In connection with the enactment of its own tax amnesty (which permits the repatriation or regularization of undeclared foreign investments with the payment of a very generous 5% flat tax on the fair market value of the undeclared assets), Italy is cracking down on tax havens, especially those across the border such as Switzerland, Liechtenstein and San Marino. Current estimates of the Italian tax administration suggest that more than 35 percent of Italian investments in Switzerland are being repatriated under the amnesty, and more are expected to come and sit permanently in Italy after the repatriation procedure (for which the deadline is set at December 15).
Recently, it has been reported that Italian tax agents under cover visited several Swiss banks taking pictures of clients coming in and out the banks, and have increased the controls at the border for Italians moving in and out of Switzerland.

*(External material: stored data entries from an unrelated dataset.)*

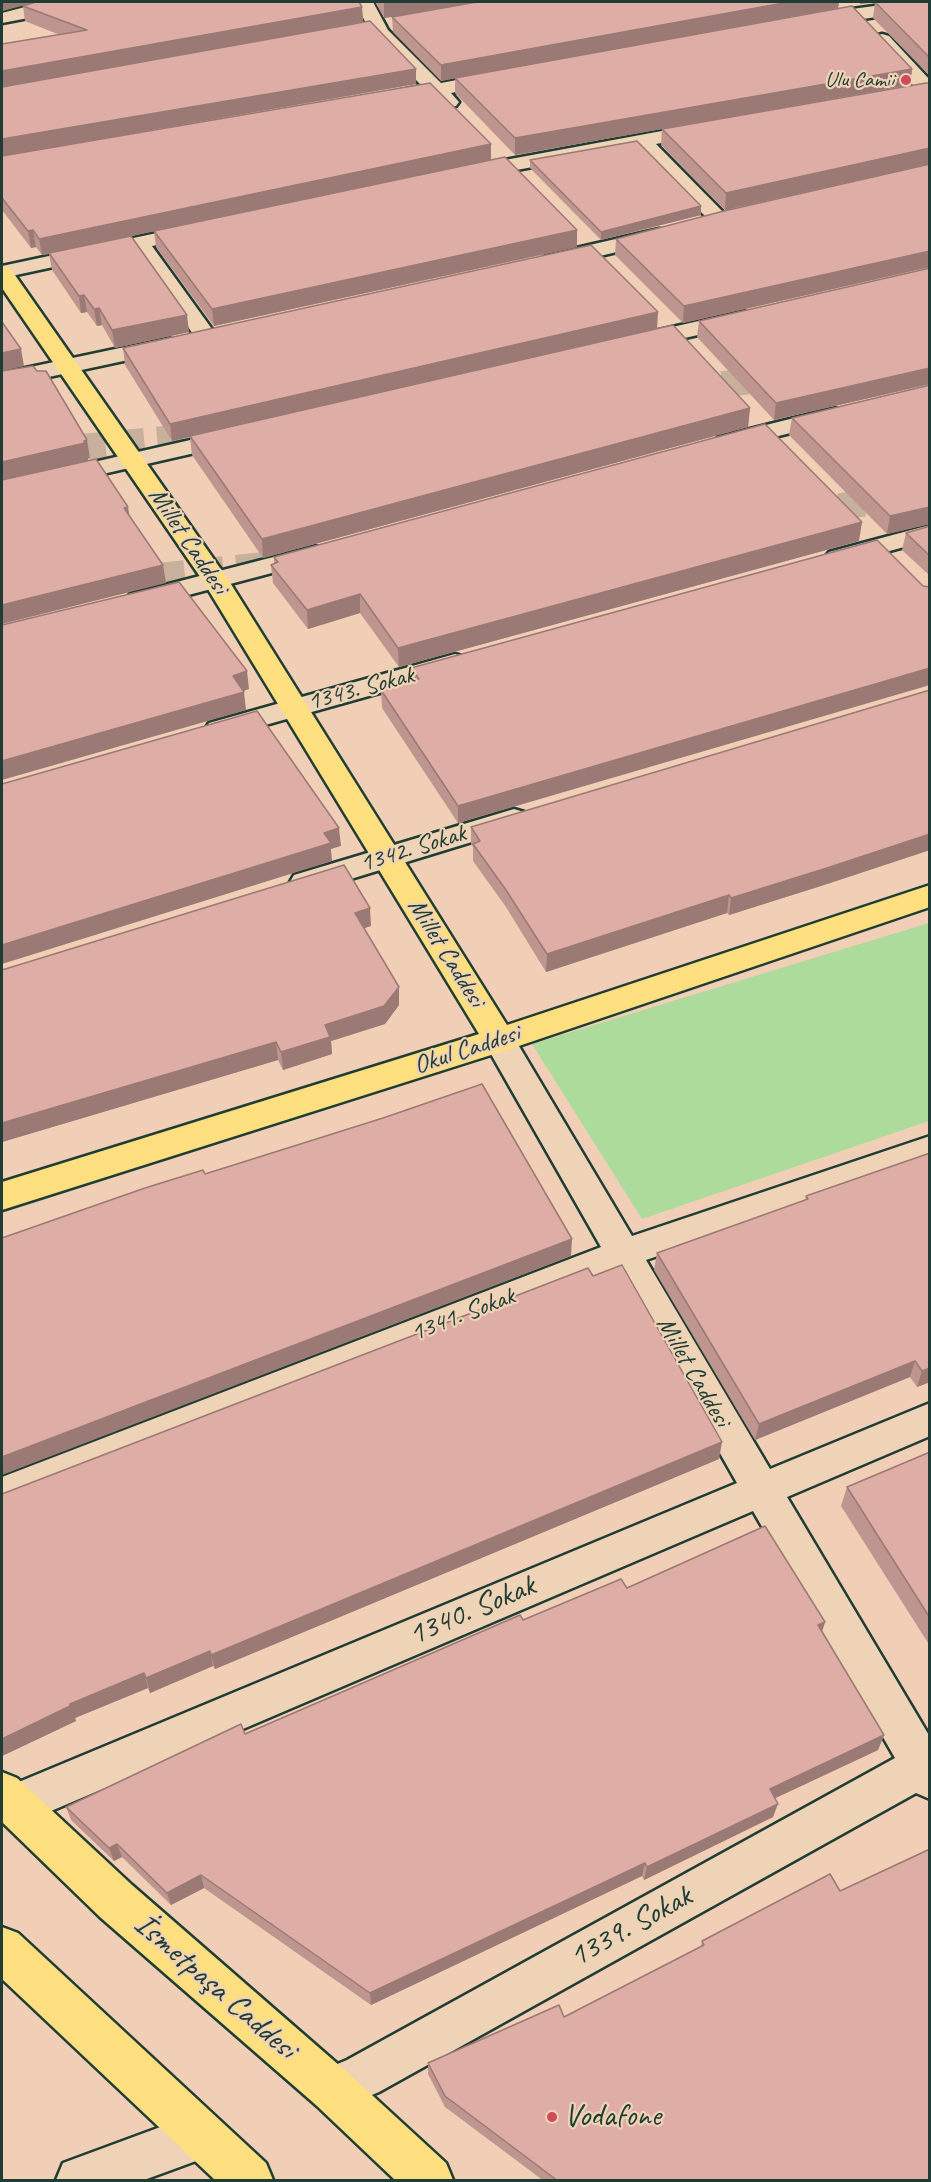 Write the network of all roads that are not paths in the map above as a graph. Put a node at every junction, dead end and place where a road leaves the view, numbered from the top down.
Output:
1 (60, 2) edge
2 (364, 2) edge
3 (930, 3) edge
4 (851, 7) edge
5 (2, 18) edge
6 (400, 21) edge
7 (799, 23) edge
8 (377, 25) junction
9 (353, 29) edge
10 (519, 74) edge
11 (437, 90) junction
12 (929, 90) edge
13 (904, 94) edge
14 (378, 100) edge
15 (461, 114) edge
16 (722, 126) edge
17 (642, 141) junction
18 (494, 147) dead end
19 (510, 164) junction
20 (452, 176) edge
21 (526, 180) edge
22 (742, 214) edge
23 (719, 219) junction
24 (696, 225) edge
25 (220, 226) edge
26 (674, 231) edge
27 (139, 243) junction
28 (589, 244) junction
29 (531, 264) edge
30 (612, 268) edge
31 (2, 272) edge
32 (769, 311) edge
33 (669, 325) junction
34 (229, 331) edge
35 (206, 336) junction
36 (619, 346) edge
37 (695, 352) edge
38 (68, 368) junction
39 (2, 380) edge
40 (860, 408) edge
41 (260, 430) edge
42 (699, 449) edge
43 (133, 460) junction
44 (2, 490) edge
45 (930, 532) edge
46 (343, 546) edge
47 (812, 564) edge
48 (216, 581) junction
49 (114, 606) edge
50 (478, 656) edge
51 (294, 707) junction
52 (193, 737) edge
53 (545, 810) edge
54 (387, 856) junction
55 (285, 888) edge
56 (930, 896) edge
57 (499, 1040) junction
58 (930, 1149) edge
59 (2, 1196) edge
60 (624, 1253) junction
61 (930, 1419) edge
62 (760, 1488) junction
63 (2, 1494) edge
64 (927, 1768) edge
65 (8, 1799) edge
66 (2, 1949) edge
67 (332, 2089) junction
68 (201, 2136) junction
69 (80, 2181) edge
70 (249, 2181) edge
71 (429, 2181) edge

1 - 5 street
2 - 8 street
3 - 4 street
4 - 7 street
4 - 12 street
6 - 8 street
8 - 9 street
8 - 11 street
10 - 11 street
11 - 14 street
11 - 15 street
12 - 13 street
16 - 17 street
17 - 19 street
17 - 23 street
18 - 19 street
19 - 20 street
19 - 21 street
22 - 23 street
23 - 24 street
25 - 27 street
26 - 28 street
27 - 31 street
27 - 35 street
28 - 29 street
28 - 30 street
31 - 38 main road, Millet Caddesi
32 - 33 street
33 - 36 street
33 - 37 street
34 - 35 street
35 - 38 street
38 - 39 street
38 - 43 main road, Millet Caddesi
40 - 42 street
41 - 43 street
43 - 44 street
43 - 48 main road, Millet Caddesi
45 - 47 street
46 - 48 street
48 - 49 street
48 - 51 main road, Millet Caddesi
50 - 51 street, 1343. Sokak
51 - 52 street, 1343. Sokak
51 - 54 main road, Millet Caddesi
53 - 54 street, 1342. Sokak
54 - 55 street, 1342. Sokak
54 - 57 main road, Millet Caddesi
56 - 57 main road, Okul Caddesi
57 - 59 main road, Okul Caddesi
57 - 60 street, Millet Caddesi
58 - 60 street, 1341. Sokak
60 - 62 street, Millet Caddesi
60 - 63 street, 1341. Sokak
61 - 62 street, 1340. Sokak
62 - 64 street, Millet Caddesi
62 - 65 street, 1340. Sokak
64 - 67 street, 1339. Sokak
65 - 67 main road, İsmetpaşa Caddesi
66 - 68 main road
67 - 71 main road, İsmetpaşa Caddesi
68 - 69 street
68 - 70 main road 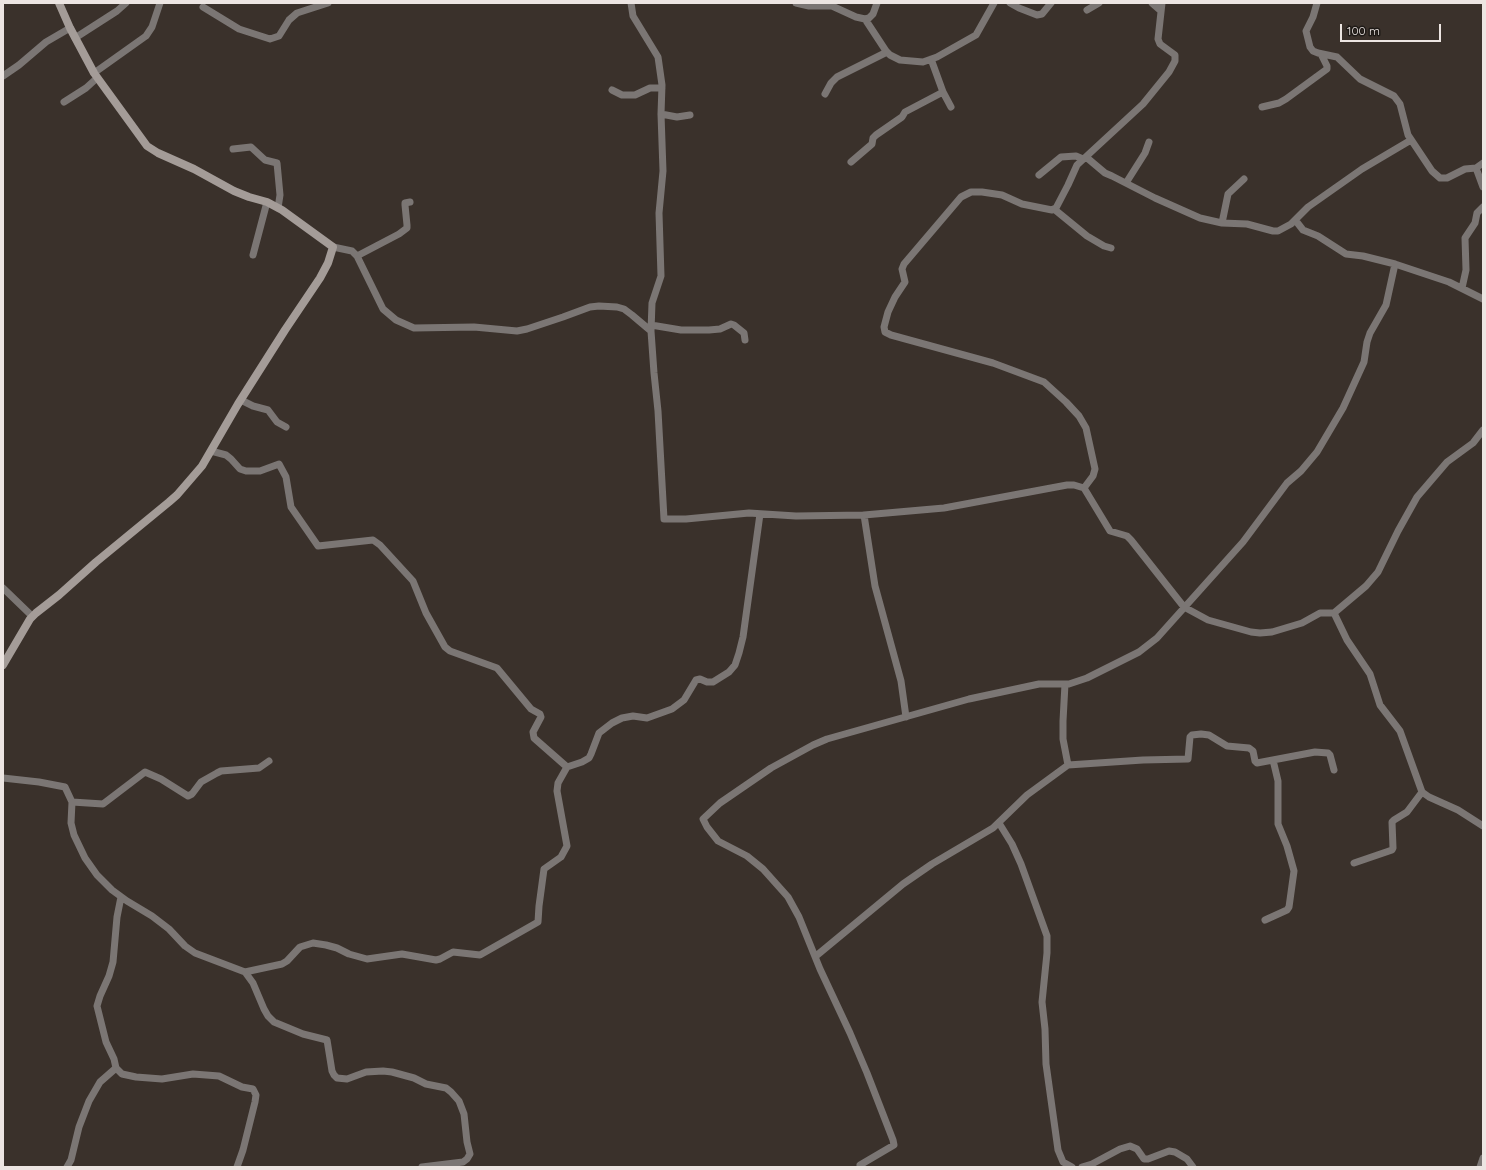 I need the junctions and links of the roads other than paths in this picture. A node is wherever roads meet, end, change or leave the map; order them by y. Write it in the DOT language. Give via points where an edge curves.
graph roads {
  1 [pos="59,3"];
  2 [pos="126,3"];
  3 [pos="160,3"];
  4 [pos="328,3"];
  5 [pos="631,3"];
  6 [pos="796,3"];
  7 [pos="877,3"];
  8 [pos="994,3"];
  9 [pos="1010,3"];
  10 [pos="1051,3"];
  11 [pos="1099,3"];
  12 [pos="1152,3"];
  13 [pos="1317,3"];
  14 [pos="1161,6"];
  15 [pos="202,7"];
  16 [pos="1087,10"];
  17 [pos="865,19"];
  18 [pos="70,28"];
  19 [pos="75,38"];
  20 [pos="887,52"];
  21 [pos="1321,54"];
  22 [pos="931,59"];
  23 [pos="95,75"];
  24 [pos="3,76"];
  25 [pos="662,88"];
  26 [pos="612,90"];
  27 [pos="943,92"];
  28 [pos="825,94"];
  29 [pos="64,102"];
  30 [pos="951,107"];
  31 [pos="1262,107"];
  32 [pos="661,114"];
  33 [pos="690,115"];
  34 [pos="1411,140"];
  35 [pos="1149,142"];
  36 [pos="233,149"];
  37 [pos="1085,158"];
  38 [pos="851,162"];
  39 [pos="1483,163"];
  40 [pos="1476,168"];
  41 [pos="1039,175"];
  42 [pos="1244,180"];
  43 [pos="1126,183"];
  44 [pos="1483,187"];
  45 [pos="268,202"];
  46 [pos="410,202"];
  47 [pos="1483,207"];
  48 [pos="278,208"];
  49 [pos="1054,209"];
  50 [pos="1296,221"];
  51 [pos="1222,223"];
  52 [pos="333,247"];
  53 [pos="1111,248"];
  54 [pos="254,255"];
  55 [pos="357,256"];
  56 [pos="1395,264"];
  57 [pos="1462,288"];
  58 [pos="1483,299"];
  59 [pos="651,328"];
  60 [pos="745,340"];
  61 [pos="241,400"];
  62 [pos="286,427"];
  63 [pos="1483,430"];
  64 [pos="211,451"];
  65 [pos="1084,488"];
  66 [pos="760,514"];
  67 [pos="864,515"];
  68 [pos="3,588"];
  69 [pos="1184,607"];
  70 [pos="1334,613"];
  71 [pos="32,616"];
  72 [pos="3,665"];
  73 [pos="1065,684"];
  74 [pos="906,716"];
  75 [pos="1273,760"];
  76 [pos="269,761"];
  77 [pos="1068,765"];
  78 [pos="567,767"];
  79 [pos="1334,770"];
  80 [pos="3,778"];
  81 [pos="1422,792"];
  82 [pos="72,802"];
  83 [pos="999,823"];
  84 [pos="1483,826"];
  85 [pos="1354,863"];
  86 [pos="121,897"];
  87 [pos="1265,920"];
  88 [pos="816,956"];
  89 [pos="245,972"];
  90 [pos="116,1068"];
  91 [pos="1483,1158"];
  92 [pos="67,1167"];
  93 [pos="237,1167"];
  94 [pos="422,1167"];
  95 [pos="861,1167"];
  96 [pos="1072,1167"];
  97 [pos="1082,1167"];
  98 [pos="1194,1167"];
  99 [pos="1480,1167"];
  1 -- 18 [label="street"];
  2 -- 19 [label="street"];
  3 -- 23 [label="street" via="152,27 146,36"];
  4 -- 15 [label="street" via="297,13 279,36 270,40 239,29"];
  5 -- 25 [label="street" via="633,16 658,57"];
  6 -- 17 [label="street" via="832,6"];
  7 -- 17 [label="street" via="869,18"];
  8 -- 22 [label="street" via="976,35"];
  9 -- 10 [label="street" via="1037,15 1042,14"];
  11 -- 16 [label="street"];
  12 -- 14 [label="street"];
  13 -- 21 [label="street" via="1306,30 1310,47"];
  14 -- 37 [label="street" via="1159,41 1175,55 1175,61 1143,104"];
  17 -- 20 [label="street"];
  18 -- 19 [label="street"];
  18 -- 24 [label="street" via="46,42"];
  19 -- 23 [label="street"];
  20 -- 22 [label="street" via="900,60 923,62"];
  20 -- 28 [label="street" via="837,77"];
  21 -- 31 [label="street" via="1327,69 1286,100"];
  21 -- 34 [label="street" via="1337,57 1360,79 1394,96 1400,104"];
  22 -- 27 [label="street"];
  23 -- 29 [label="street" via="83,91"];
  23 -- 45 [label="street" via="141,140 151,149 234,191"];
  25 -- 26 [label="street" via="650,88 635,95 622,95"];
  25 -- 32 [label="street"];
  27 -- 30 [label="street"];
  27 -- 38 [label="street" via="905,112 876,134 872,144"];
  32 -- 33 [label="street" via="678,117"];
  32 -- 59 [label="street" via="663,171 659,213 662,276 653,297"];
  34 -- 40 [label="street" via="1432,171 1440,178"];
  34 -- 50 [label="street" via="1362,169 1308,207"];
  35 -- 43 [label="street"];
  36 -- 48 [label="street" via="251,147 265,160 277,163 280,195"];
  37 -- 41 [label="street" via="1061,157"];
  37 -- 43 [label="street" via="1105,173"];
  37 -- 49 [label="street" via="1077,165 1060,202"];
  39 -- 40 [label="street"];
  40 -- 44 [label="street"];
  42 -- 51 [label="street" via="1228,194"];
  43 -- 51 [label="street" via="1200,218"];
  45 -- 48 [label="street"];
  45 -- 54 [label="street"];
  46 -- 55 [label="street" via="405,203 407,228"];
  47 -- 57 [label="street" via="1477,213 1475,224 1465,238 1466,270"];
  48 -- 52 [label="street"];
  49 -- 53 [label="street" via="1087,236"];
  49 -- 65 [label="street" via="1022,204 1002,195 982,192 971,192 961,197 902,267 905,282 888,312 884,327 885,332 891,335 993,363 1044,382 1079,416 1086,428 1095,469"];
  50 -- 51 [label="street" via="1278,231 1247,224"];
  50 -- 56 [label="street" via="1303,230 1318,236 1346,254"];
  52 -- 55 [label="street" via="352,251"];
  52 -- 61 [label="street" via="320,278"];
  55 -- 59 [label="street" via="383,309 396,320 414,328 474,327 517,331 590,307 607,306 624,309"];
  56 -- 57 [label="street"];
  56 -- 69 [label="street" via="1386,305 1370,333 1364,362 1337,419 1309,462 1287,483 1243,542"];
  57 -- 58 [label="street"];
  59 -- 60 [label="street" via="709,330 720,329 730,324 744,333"];
  59 -- 66 [label="street" via="664,519"];
  61 -- 62 [label="street" via="268,410 277,422"];
  61 -- 64 [label="street"];
  63 -- 70 [label="street" via="1473,442 1447,462 1417,497 1378,572 1366,586"];
  64 -- 71 [label="street" via="202,466 176,495"];
  64 -- 78 [label="street" via="226,455 240,469 246,471 260,471 280,464 286,477 291,507 318,546 373,540 380,544 413,581 426,613 445,647 498,668 531,709 540,714 541,717 533,732 534,738"];
  65 -- 67 [label="street" via="1067,485 944,508"];
  65 -- 69 [label="street" via="1110,531 1127,536 1131,540"];
  66 -- 67 [label="street"];
  66 -- 78 [label="street" via="743,637 735,665 713,682 696,680 684,700 672,710 647,718 628,716 612,723 599,734 588,758"];
  67 -- 74 [label="street" via="875,586 901,681"];
  68 -- 71 [label="street"];
  69 -- 70 [label="street" via="1208,620 1260,633 1296,625 1320,613"];
  69 -- 73 [label="street" via="1157,638 1139,652 1087,678"];
  70 -- 81 [label="street" via="1370,674 1380,705 1400,731"];
  71 -- 72 [label="street"];
  73 -- 74 [label="street" via="1027,686"];
  73 -- 77 [label="street" via="1062,721"];
  74 -- 88 [label="street" via="813,745 738,790 703,819 718,841 755,862 788,897"];
  75 -- 77 [label="street" via="1257,763 1253,751 1249,748 1228,746 1209,735 1201,734 1190,737 1188,759"];
  75 -- 79 [label="street" via="1315,752 1328,753"];
  75 -- 87 [label="street" via="1278,781 1278,824 1294,871 1289,907"];
  76 -- 82 [label="street" via="259,768 217,773 201,782 188,796 145,772 103,804"];
  77 -- 83 [label="street" via="1027,795"];
  78 -- 89 [label="street" via="558,783 557,791 566,846 561,856 544,869 539,919 536,924 480,954 453,952 436,960 402,954 367,959 332,946 313,943 300,947 282,964"];
  80 -- 82 [label="street" via="65,786"];
  81 -- 84 [label="street"];
  81 -- 85 [label="street" via="1407,812 1392,822 1392,850"];
  82 -- 86 [label="street" via="71,823 78,843 97,875"];
  83 -- 88 [label="street" via="903,884"];
  83 -- 96 [label="street" via="1021,864 1047,936 1042,1002 1046,1064 1058,1150 1063,1162"];
  86 -- 89 [label="street" via="152,916 195,953"];
  86 -- 90 [label="street" via="113,962 97,1006"];
  88 -- 95 [label="street" via="868,1073 893,1140 894,1145 860,1165"];
  89 -- 94 [label="street" via="271,1020 303,1034 328,1041 334,1076 347,1079 375,1070 392,1072 446,1088 455,1096 462,1106 470,1154 462,1162"];
  90 -- 92 [label="street" via="100,1082 88,1101"];
  90 -- 93 [label="street" via="126,1076 159,1079 208,1074 252,1089 256,1095 255,1102 244,1150"];
  91 -- 99 [label="street"];
  97 -- 98 [label="street" via="1130,1146 1137,1149 1144,1159 1169,1151 1175,1152"];
}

As a result of Italy’s strong action, Switzerland is now working on a revised proposal to the EU for the enactment of a new back withholding in exchange for Swiss banks customers privacy. Under the new proposal, Switzerland would negotiate with each EU member state a new back up withholding tax, that could be as high as 30 percent and would apply on savings from Swiss accounts of residents of other EU Member States. The proceeds from the withholding tax would go to the resident state of the Swiss bank account holder. In exchange for the back-up withholding, Swiss banks would not be forced to give up the bank secrecy and reveal the names of their customers.
Italy’s reaction to the proposal has been rather skeptical so far. The approach of the Italian government is that first the tax amnesty procedure is completed, and then the due consideration will be given to any possible solution to the problem of those Italian individual investors who have decided to keep their undeclared funds offshore. A new provision in the Italian tax code now presumes that any money kept offshore comes from undeclared income for which Italian taxes are due, and the penalty has been increased to up to 400 percent of the amount of unpaid taxes.
Liechtenstein, on the other side, is negotiating a new exchange of tax information treaty with Italy, after several other similar treaties have been signed with a number of other EU Member States.